→ **Work instruction**:
Print the full set of records below, character for character and picture-free.

::::

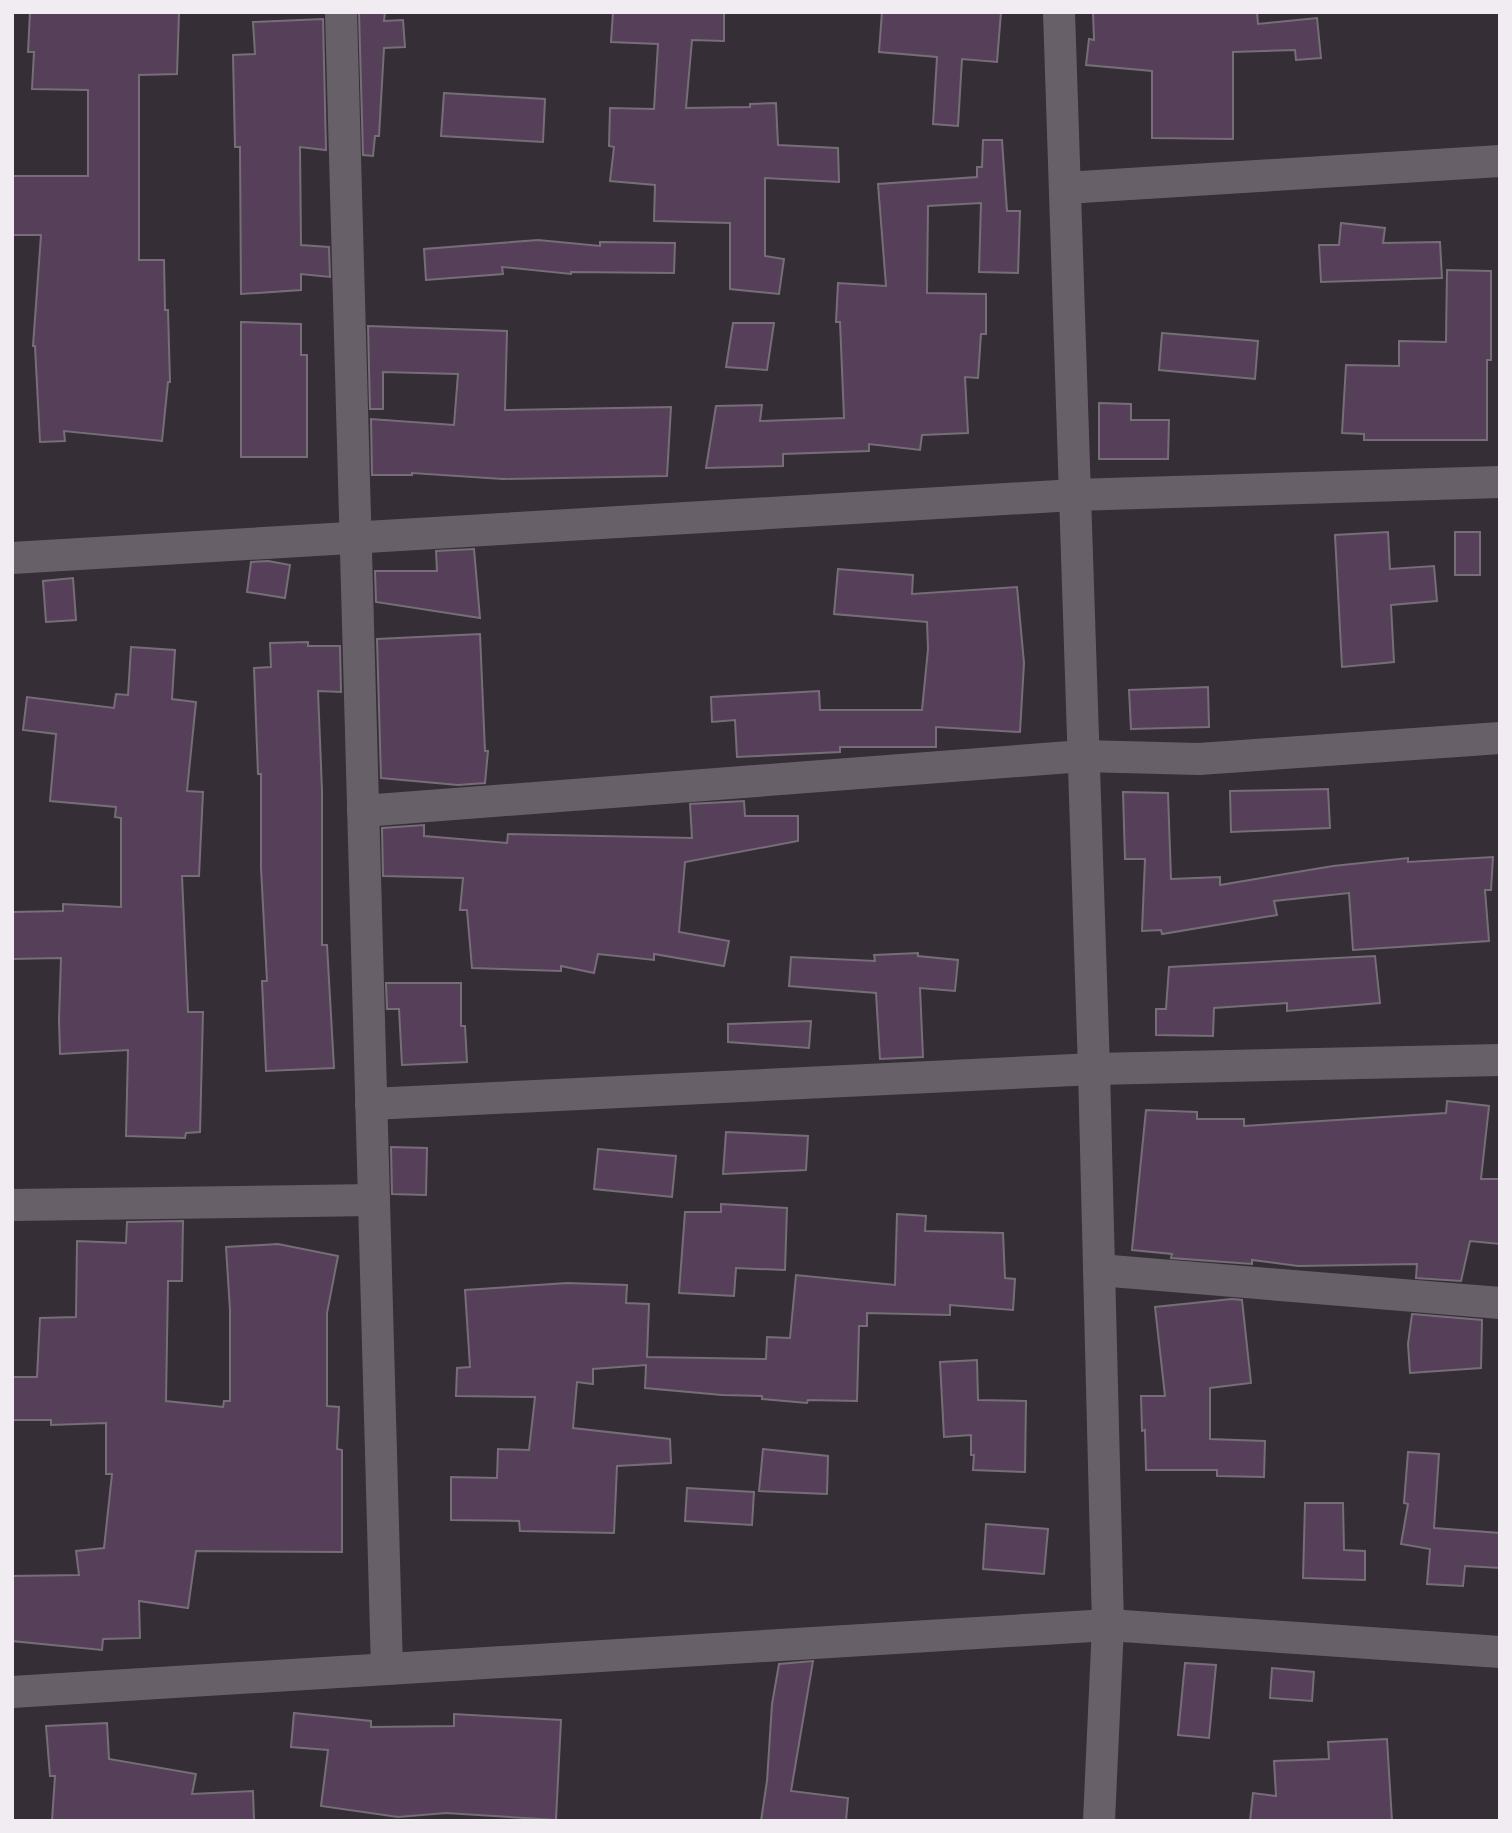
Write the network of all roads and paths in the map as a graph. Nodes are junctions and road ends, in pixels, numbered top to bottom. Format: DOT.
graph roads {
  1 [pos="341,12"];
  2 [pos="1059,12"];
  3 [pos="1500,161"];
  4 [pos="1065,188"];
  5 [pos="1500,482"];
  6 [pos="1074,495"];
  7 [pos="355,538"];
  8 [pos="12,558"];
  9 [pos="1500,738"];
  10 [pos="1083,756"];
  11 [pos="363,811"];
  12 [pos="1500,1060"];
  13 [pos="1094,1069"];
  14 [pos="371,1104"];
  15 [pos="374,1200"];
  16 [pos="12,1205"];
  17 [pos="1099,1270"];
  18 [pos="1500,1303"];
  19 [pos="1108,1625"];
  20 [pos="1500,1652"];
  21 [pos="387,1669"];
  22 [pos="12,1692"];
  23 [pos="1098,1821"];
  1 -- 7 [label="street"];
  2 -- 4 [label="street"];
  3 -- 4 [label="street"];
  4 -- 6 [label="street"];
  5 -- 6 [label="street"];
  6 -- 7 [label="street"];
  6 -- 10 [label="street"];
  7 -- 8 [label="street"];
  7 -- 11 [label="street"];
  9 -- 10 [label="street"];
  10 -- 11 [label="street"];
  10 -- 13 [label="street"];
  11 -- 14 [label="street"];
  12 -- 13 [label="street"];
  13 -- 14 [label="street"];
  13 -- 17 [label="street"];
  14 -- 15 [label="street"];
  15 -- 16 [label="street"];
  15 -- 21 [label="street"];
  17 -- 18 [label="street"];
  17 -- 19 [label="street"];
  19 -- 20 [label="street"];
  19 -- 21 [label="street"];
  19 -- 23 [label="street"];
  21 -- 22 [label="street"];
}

::::

→ **Answer to the problem**:
Write the network of all roads and paths in the map as a graph. Nodes are junctions and road ends, in pixels, numbered top to bottom. Format: DOT.
graph roads {
  1 [pos="341,12"];
  2 [pos="1059,12"];
  3 [pos="1500,161"];
  4 [pos="1065,188"];
  5 [pos="1500,482"];
  6 [pos="1074,495"];
  7 [pos="355,538"];
  8 [pos="12,558"];
  9 [pos="1500,738"];
  10 [pos="1083,756"];
  11 [pos="363,811"];
  12 [pos="1500,1060"];
  13 [pos="1094,1069"];
  14 [pos="371,1104"];
  15 [pos="374,1200"];
  16 [pos="12,1205"];
  17 [pos="1099,1270"];
  18 [pos="1500,1303"];
  19 [pos="1108,1625"];
  20 [pos="1500,1652"];
  21 [pos="387,1669"];
  22 [pos="12,1692"];
  23 [pos="1098,1821"];
  1 -- 7 [label="street"];
  2 -- 4 [label="street"];
  3 -- 4 [label="street"];
  4 -- 6 [label="street"];
  5 -- 6 [label="street"];
  6 -- 7 [label="street"];
  6 -- 10 [label="street"];
  7 -- 8 [label="street"];
  7 -- 11 [label="street"];
  9 -- 10 [label="street"];
  10 -- 11 [label="street"];
  10 -- 13 [label="street"];
  11 -- 14 [label="street"];
  12 -- 13 [label="street"];
  13 -- 14 [label="street"];
  13 -- 17 [label="street"];
  14 -- 15 [label="street"];
  15 -- 16 [label="street"];
  15 -- 21 [label="street"];
  17 -- 18 [label="street"];
  17 -- 19 [label="street"];
  19 -- 20 [label="street"];
  19 -- 21 [label="street"];
  19 -- 23 [label="street"];
  21 -- 22 [label="street"];
}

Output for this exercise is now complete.